Show HN: Oberon System 3 runs natively on Raspberry Pi 3 (with ready SD card) (github.com)

121 points by Rochus 7 hours ago

spijdar 3 hours ago

Oh, this is something I'm going to have to try. Excellent work!

I have to ask, since people who'd know will probably be here, what's the "ten thousand foot view" of Oberon today? I'm aware of the lineage from Pascal/Modula, and that it was a full OS written entirely in Oberon, sort of akin to a Smalltalk or Lisp machine image. What confuses me is the later work on Oberon seems to be something of a cross between a managed runtime like Java or dot net, and the Inferno OS, where it can both run hosted or "natively". Whenever I've skimmed the wikipedia or web pages I've been a bit confused.

Rochus 3 hours ago

Thanks.

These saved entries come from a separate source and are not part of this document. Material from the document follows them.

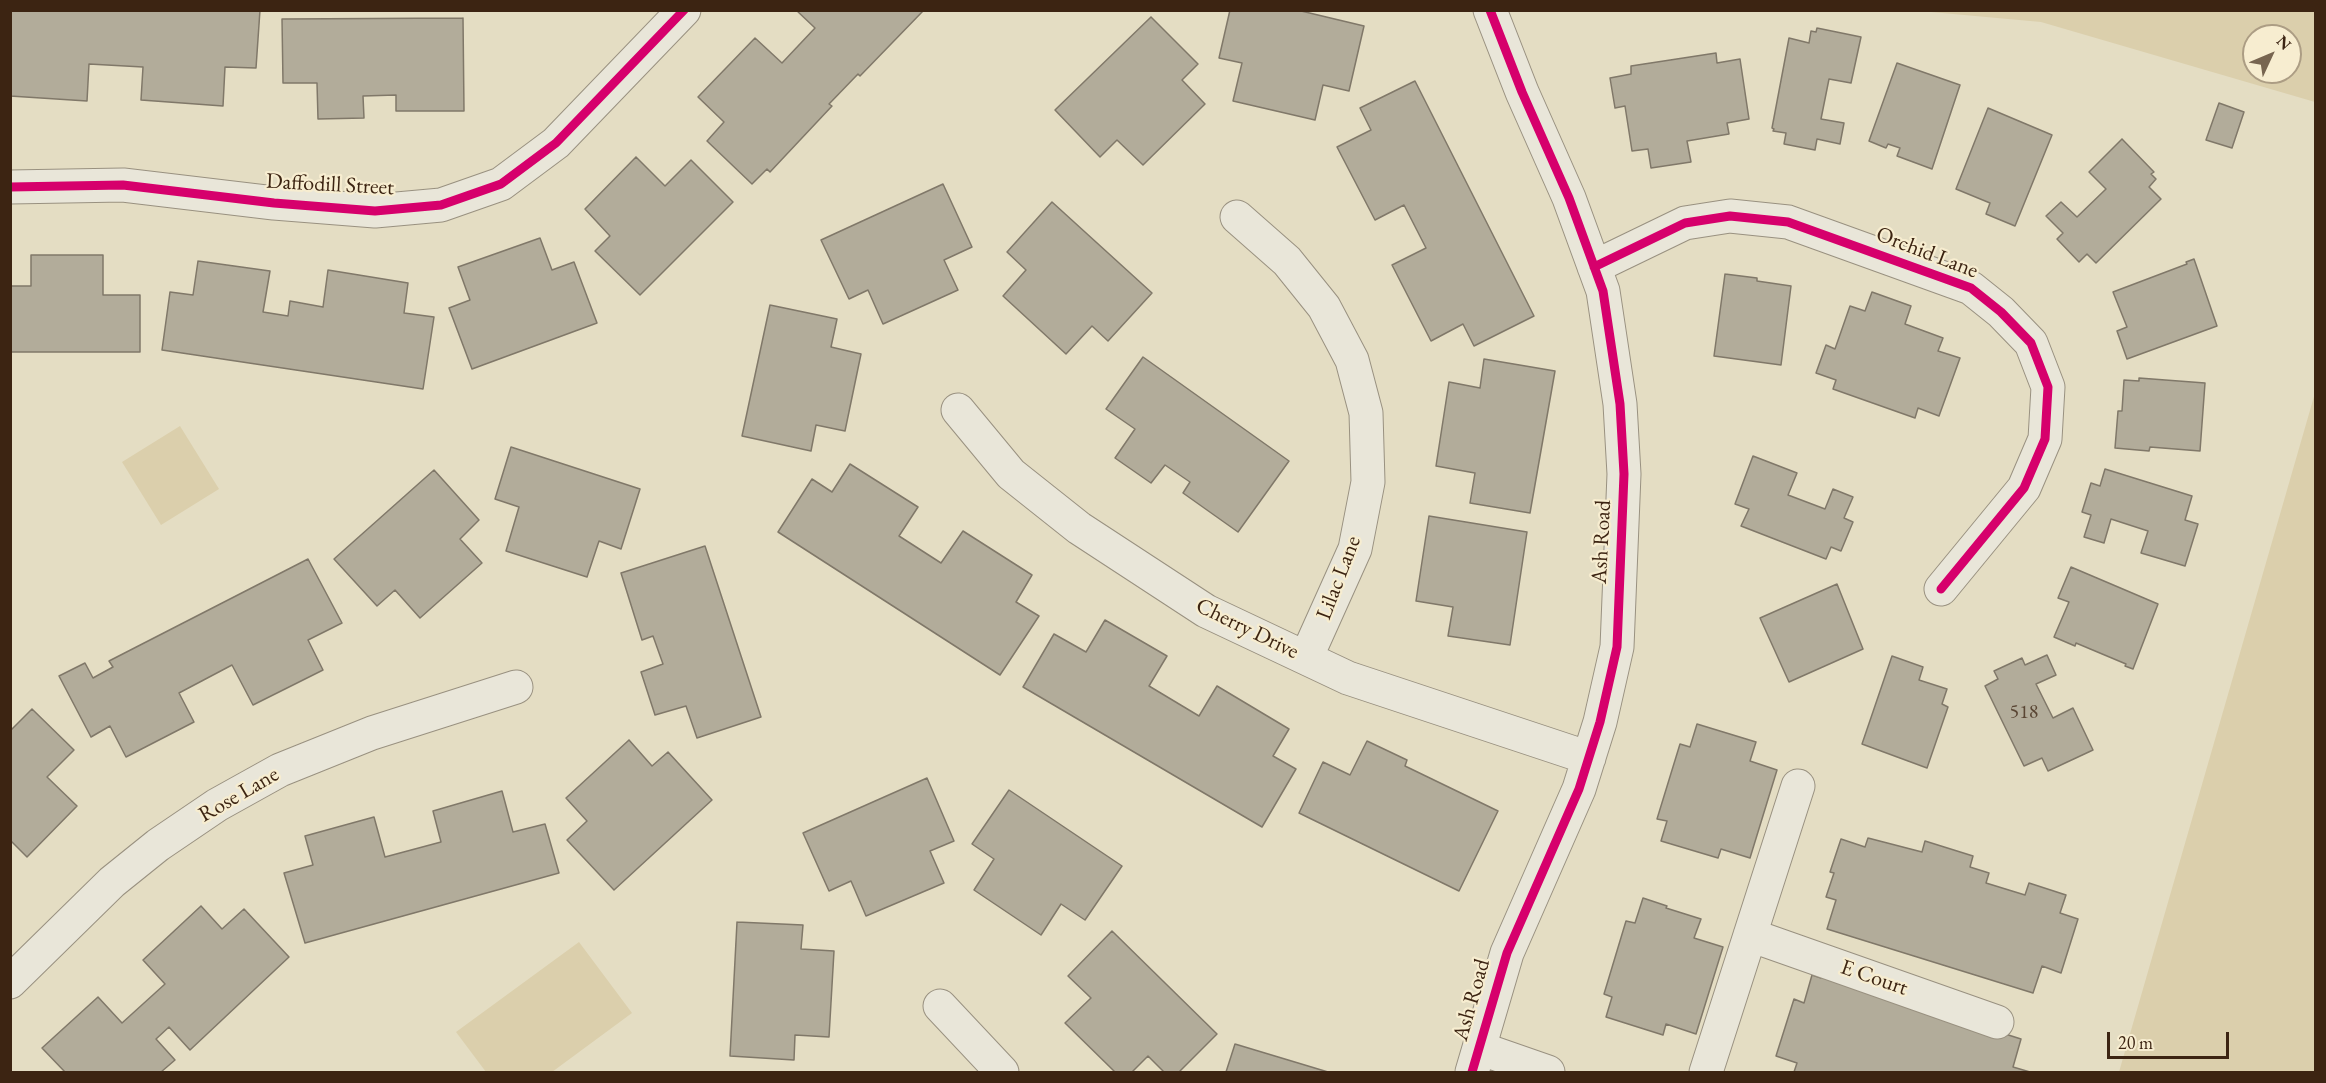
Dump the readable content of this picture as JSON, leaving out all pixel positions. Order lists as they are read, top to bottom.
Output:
{
  "streets": {
    "street": [
      "Daffodill Street",
      "Orchid Lane",
      "Ash Road",
      "Lilac Lane",
      "Cherry Drive",
      "Rose Lane",
      "E Court"
    ]
  },
  "crossings": [
    ["Orchid Lane", "Ash Road"],
    ["Ash Road", "Cherry Drive"],
    ["Lilac Lane", "Cherry Drive"]
  ],
  "house_numbers": ["518"],
  "scale_bar": "20 m",
  "north": "top right"
}
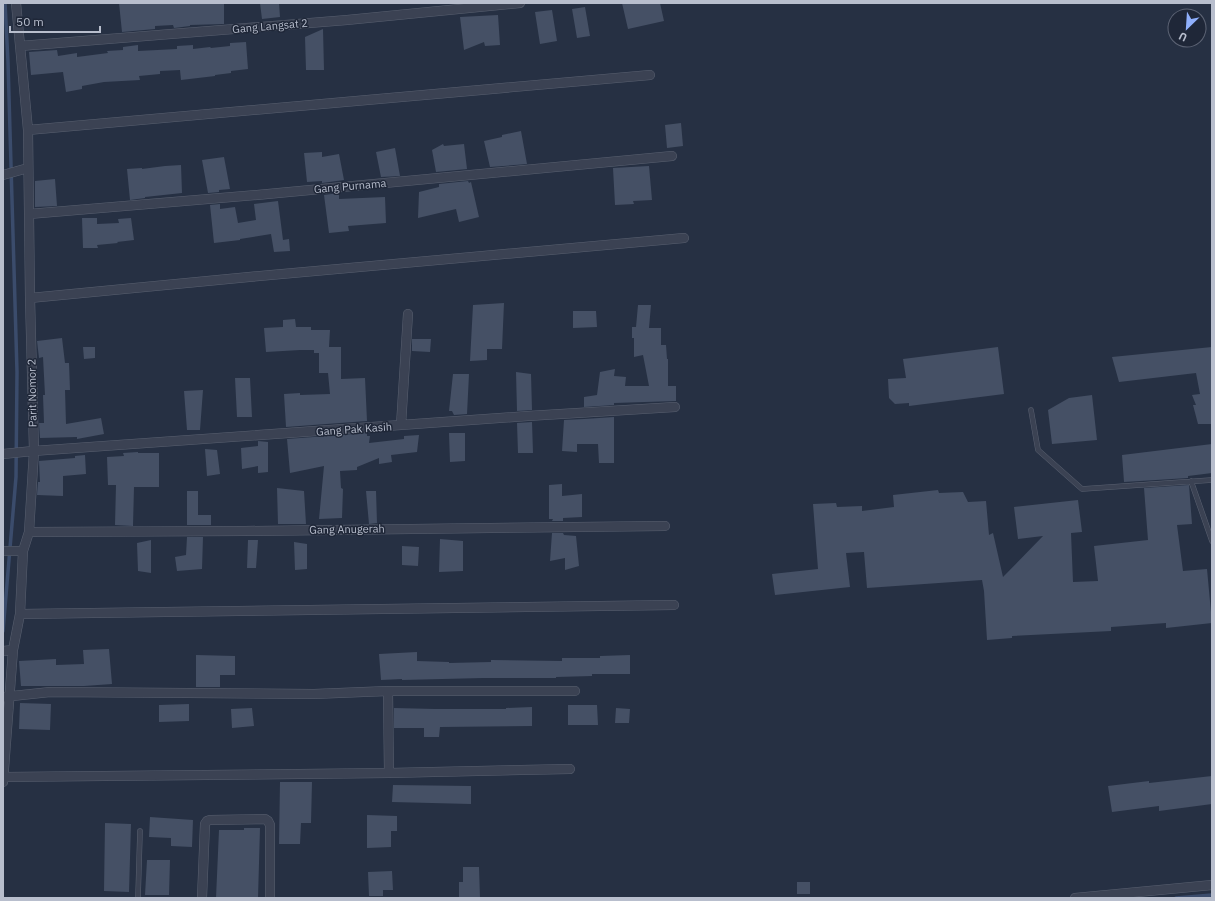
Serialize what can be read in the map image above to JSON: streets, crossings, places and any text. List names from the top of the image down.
{
  "streets": {
    "street": [
      "Gang Langsat 2",
      "Gang Purnama",
      "Parit Nomor 2",
      "Gang Pak Kasih",
      "Gang Anugerah"
    ]
  },
  "crossings": [
    ["Gang Langsat 2", "Parit Nomor 2"],
    ["Gang Purnama", "Parit Nomor 2"],
    ["Parit Nomor 2", "Gang Pak Kasih"],
    ["Parit Nomor 2", "Gang Anugerah"]
  ],
  "scale_bar": "50 m",
  "north": "bottom left"
}
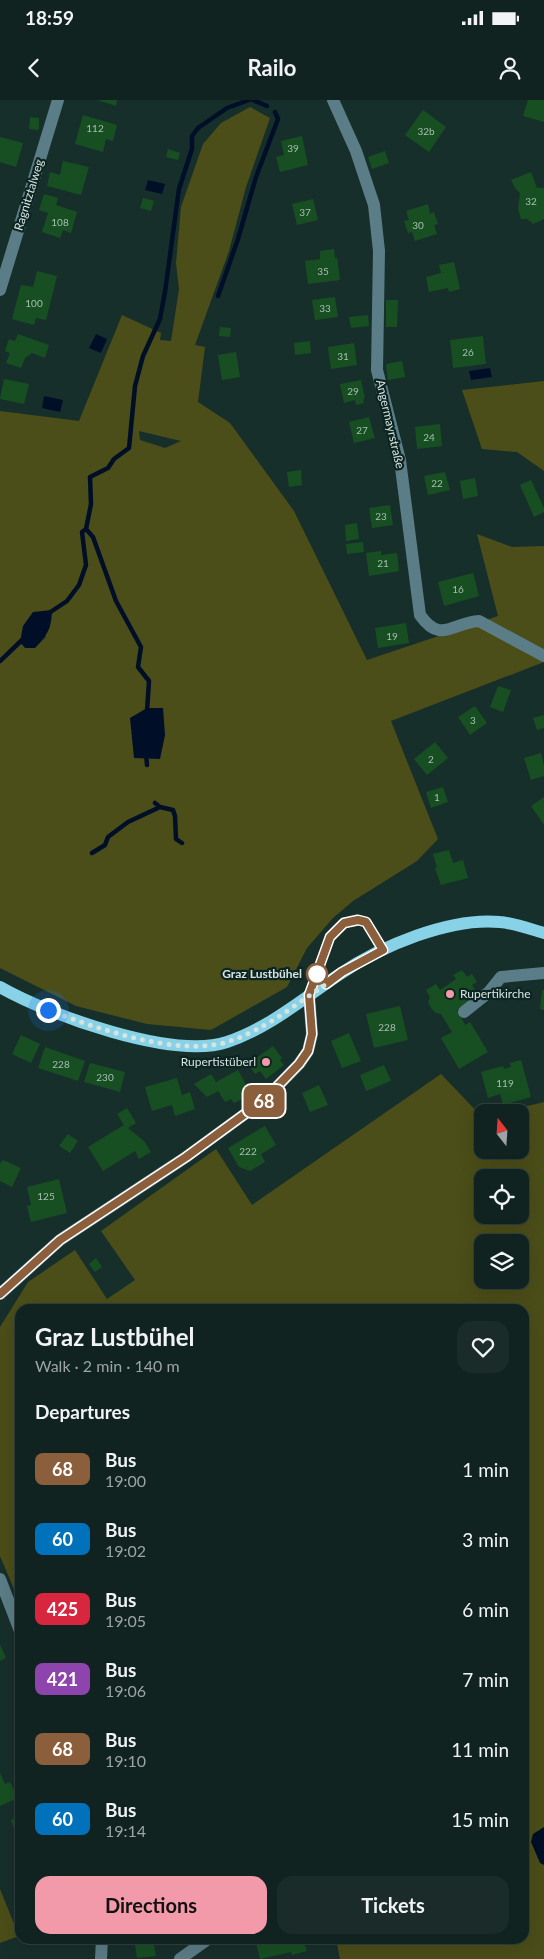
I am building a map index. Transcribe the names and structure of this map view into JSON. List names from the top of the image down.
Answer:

In contrast to Smalltalk or Lisp, Oberon is originally a native language, and the Oberon System originally was conceived as the native operating system of the Ceres computer used for teaching in the nineties at ETH Zurich. So there is no image as in Lisp or Smalltalk. Oberon lives on today in the form of various dialects and derivatives (such as my Oberon+ or Micron languages, see https://github.com/rochus-keller/oberon and https://github.com/rochus-keller/micron). There are indeed Oberon implementations which run on Java or ECMA 335 runtimes, which is possible due to the very restricted pointer handling and memory management of Oberon.

foruhar 3 hours ago

Smalltalk too was originally a full OS running on bare metal back in the Xerox Alto days (1972-ish).

Rochus 3 hours ago

The "OS" (or rather "kernel") was actually the VM which was implemented in microcode and BCPL. The Smalltalk code within the image was completely abstracted away from the physical machine. In today's terms it was rather the "userland", not a full OS.

EffCompute 2 hours ago

dharmatech 2 hours ago

The Oberon user interface inspired Acme on Plan 9.

Oberon is a very nice, fun and cozy system and environment for programming. I lived in it for a few months back around 2010 and it was a joy.

eterps 6 hours ago

This is great! I remember running System 3 on a 386 back when MS-DOS was king.

Rochus 4 hours ago

Thanks. There is actually also an i386 version of the system in the repository, where I modified the kernel so it runs with Multiboot, making installations much easier. An essential achievement for both platforms were the stand-alone tools, i.e. I can compile and link the whole Oberon system on Linux or any other platform (see https://github.com/rochus-keller/op2/). I even implemented an IDE which I used for the development (see https://github.com/rochus-keller/activeoberon/).

ike____________ 4 hours ago

Thank you, I've never heard of the Oberon os before.

Rochus 3 hours ago

Oberon is both a programming language and an operating system used mostly for teaching, much like e.g. xv6 or xinu. Similar to the latter, Wirth has written text books about the system, some of which can be downloaded for free (see https://projectoberon.net/ for the PDF links).

tomcam 4 hours ago

So good to see Oberon this accessible! Mad props!

alterom 2 hours ago

I still hope to see the world where Oberon is the future (and present) of OS and programming language design, and I know very little about it.

Thanks to your work, that's about to change.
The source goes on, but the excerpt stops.